Sub-Saharan Africa is hardest hit by the disease, with about 90 percent of the world’s cases in 2015. Malaria spreads when a mosquito bites someone already infected, sucks up blood and parasites, and then bites another person.
A global effort to counter malaria has led to a 62 percent cut in deaths between 2000 and 2015, WHO said. But the U.N. agency has said in the past that such estimates are based mostly on modeling and that data is so bad for 31 countries in Africa — including those believed to have the worst outbreaks — that it couldn’t tell if cases have been rising or falling in the last 15 years.
The vaccine will be tested on children five to 17 months old to see whether its protective effects shown so far in clinical trials can hold up under real-life conditions. The vaccine has taken decades of work and hundreds of millions of dollars to develop.
Kenya, Ghana and Malawi were chosen for the vaccine pilot because all have strong prevention and vaccination programs but continue to have high numbers of malaria cases, WHO said. The countries will deliver the vaccine through their existing vaccination programs.
WHO is hoping to wipe out malaria by 2040 despite increasing resistance problems to both drugs and insecticides used to kill mosquitoes.

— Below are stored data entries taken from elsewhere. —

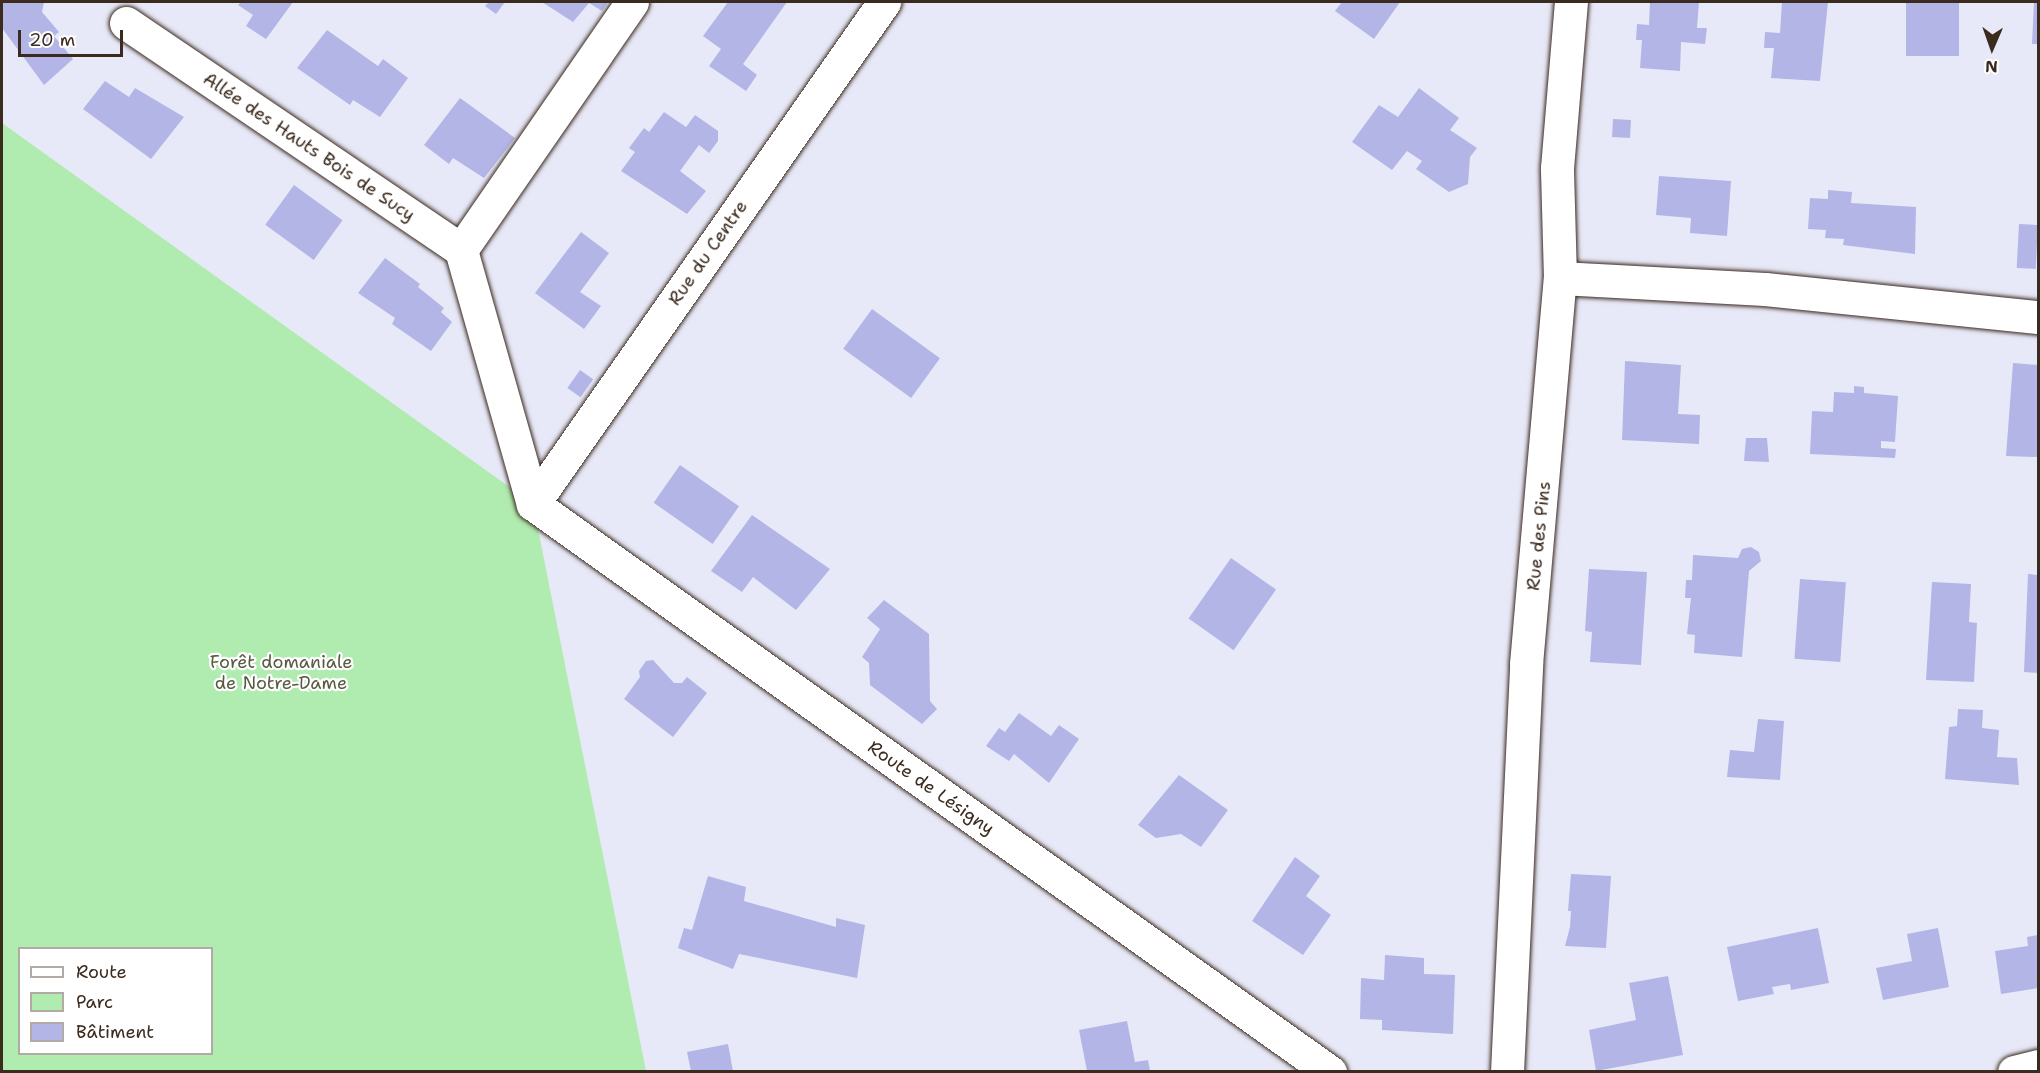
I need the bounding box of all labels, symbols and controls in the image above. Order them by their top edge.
scale bar [21,18,126,56]
north arrow [1962,18,2022,78]
text: 20 m [29,28,75,52]
text: N [1985,56,1998,77]
street label: Allée des Hauts Bois de Sucy [199,68,419,226]
street label: Rue du Centre [664,196,752,310]
street label: Rue des Pins [1523,480,1555,592]
park label: Forêt domaniale de Notre-Dame [210,652,352,694]
street label: Route de Lésigny [864,736,998,840]
legend [18,947,213,1055]
text: Route [76,960,127,984]
text: Parc [76,990,113,1014]
text: Bâtiment [76,1020,154,1044]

The malaria vaccine has been developed by pharmaceutical company GlaxoSmithKline, and the $49 million for the first phase of the pilot is being funded by the global vaccine alliance GAVI, UNITAID and Global Fund to Fight AIDS, Tuberculosis and Malaria.
A recent report titled `Global Malaria Vaccines Market’ published by Coherent Market Insights says the market is pegged to be valued at US$ 8.5 million in 2018 and is projected to expand at a CAGR of 102.8% during the forecast period (2018-2024).

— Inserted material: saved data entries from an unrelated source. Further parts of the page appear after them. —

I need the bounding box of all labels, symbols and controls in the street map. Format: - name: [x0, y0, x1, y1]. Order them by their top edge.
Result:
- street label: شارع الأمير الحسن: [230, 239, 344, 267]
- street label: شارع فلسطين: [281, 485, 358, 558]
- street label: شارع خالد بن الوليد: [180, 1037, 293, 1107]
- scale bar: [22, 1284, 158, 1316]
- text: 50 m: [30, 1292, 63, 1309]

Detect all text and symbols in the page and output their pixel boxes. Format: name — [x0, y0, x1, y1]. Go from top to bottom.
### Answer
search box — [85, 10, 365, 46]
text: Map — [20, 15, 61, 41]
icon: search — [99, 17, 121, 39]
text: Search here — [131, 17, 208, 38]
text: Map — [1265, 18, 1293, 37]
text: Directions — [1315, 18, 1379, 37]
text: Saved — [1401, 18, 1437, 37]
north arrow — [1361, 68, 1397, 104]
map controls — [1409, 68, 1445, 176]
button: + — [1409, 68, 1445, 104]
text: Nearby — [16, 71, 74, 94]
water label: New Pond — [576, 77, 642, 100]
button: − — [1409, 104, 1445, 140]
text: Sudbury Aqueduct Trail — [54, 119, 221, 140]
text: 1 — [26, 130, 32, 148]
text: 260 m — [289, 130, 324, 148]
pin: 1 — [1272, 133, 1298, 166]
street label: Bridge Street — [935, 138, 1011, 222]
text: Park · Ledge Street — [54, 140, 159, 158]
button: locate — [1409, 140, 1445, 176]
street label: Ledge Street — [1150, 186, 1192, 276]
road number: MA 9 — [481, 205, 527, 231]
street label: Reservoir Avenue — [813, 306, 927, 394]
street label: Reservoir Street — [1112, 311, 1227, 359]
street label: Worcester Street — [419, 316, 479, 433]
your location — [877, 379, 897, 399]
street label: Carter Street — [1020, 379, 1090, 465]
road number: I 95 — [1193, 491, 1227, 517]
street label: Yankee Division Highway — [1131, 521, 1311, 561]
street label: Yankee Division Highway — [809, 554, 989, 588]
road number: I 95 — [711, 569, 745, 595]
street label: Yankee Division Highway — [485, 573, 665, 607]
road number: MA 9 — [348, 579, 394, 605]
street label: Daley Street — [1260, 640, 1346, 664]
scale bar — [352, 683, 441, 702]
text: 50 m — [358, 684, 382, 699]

The report looked at the vaccine market by vaccines Type (Pre-Erythrocytic Vaccine, Erythrocytic Vaccine, Multi-antigen Vaccine), agent (Plasmodium Falciparum, Plasmodium Vivax), distribution Channel (Hospitals, Clinics, Community Centers), and geography.
It said the rise in demand for vaccines for important indications on the backdrop of increasing focus on biological preparations is expected to be a major factor driving growth of the global malaria vaccines market over the foreseeable future.
It noted that since the problem of malaria is burdening many of the emerging and under developed regions such as in Africa and Asia Pacific, various initiatives have been implemented in these regions to drive down high costs of the vaccine in development.
For instance, in 2016, GSK announced plans to develop vaccines at a mere profit margin of 5% of the cost of the vaccine and governments across most regions are actively involved in programs aimed at eliminating malaria.
The Uganda government recently announced a programme codenamed Malaria Action Programme for Districts (MAPD) aimed at kicking malaria out of Uganda. The US$41.4 million programme is funded by USAID Centre for Disease Control (CDC) and UKAID will target 45 districts and will be implemented by the gvernment through the Ministry of Health in partnership with National Malaria Consortium. The 5-year programme targets 13 million of Uganda’s estimated 38 million people.